The Old Heart of San Francisco

The fog in San Francisco is named Karl.  Karl has his own Twitter account and LinkedIn profile.  He’s famous here, shrouding the iconic Golden Gate ‘til it’s lost in the clouds, causing the sky to glow in the evenings.  City lights trapped in the haze.

Even during mid summer, fog blowing in from the marine layer in the Pacific cools the city to an average 65 degrees during the day.  It’s never too hot and never too cold, with lows in January around 45 and highs in August around 70.  A friend living in San Francisco described the weather as “Should I take a hoodie today?  Hmmmm, I dunno.  And it’s like that every. day.”
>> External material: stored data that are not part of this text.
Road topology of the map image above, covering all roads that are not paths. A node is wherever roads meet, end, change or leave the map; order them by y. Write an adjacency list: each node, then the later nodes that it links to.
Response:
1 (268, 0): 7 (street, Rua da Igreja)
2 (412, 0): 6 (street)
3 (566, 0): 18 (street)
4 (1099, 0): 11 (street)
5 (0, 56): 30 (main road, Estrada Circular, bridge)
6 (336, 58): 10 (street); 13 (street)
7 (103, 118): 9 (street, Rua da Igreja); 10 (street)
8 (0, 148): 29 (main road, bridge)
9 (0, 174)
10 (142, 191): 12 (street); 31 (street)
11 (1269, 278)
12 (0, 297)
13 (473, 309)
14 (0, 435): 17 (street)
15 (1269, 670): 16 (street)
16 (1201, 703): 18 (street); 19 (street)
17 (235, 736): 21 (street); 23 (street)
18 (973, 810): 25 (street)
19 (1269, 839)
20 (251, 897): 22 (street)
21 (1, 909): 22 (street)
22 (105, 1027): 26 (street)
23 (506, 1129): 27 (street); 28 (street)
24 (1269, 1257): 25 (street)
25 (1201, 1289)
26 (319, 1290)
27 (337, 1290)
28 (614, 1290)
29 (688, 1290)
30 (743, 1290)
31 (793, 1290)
The west coast is comprised of transients.  East-coasters and midwesterners who wake up one morning, look at a map and say “today’s the day”.  This can be said of Washington and Oregon as well, but those areas tend to collect the outdoors oriented.  Those seeking lush forests and mountains to climb up, up, up.  California grabs the dreamers.  Southern California claims those with glossy magazines in their hands and sandy beaches in their eyes, while the north calls the would-have-been-hippies.  Those that want the houses near them to be candy coated in color.  That actually desire a city that curls up in fog during the evenings and is released at daybreak.  Born again everyday.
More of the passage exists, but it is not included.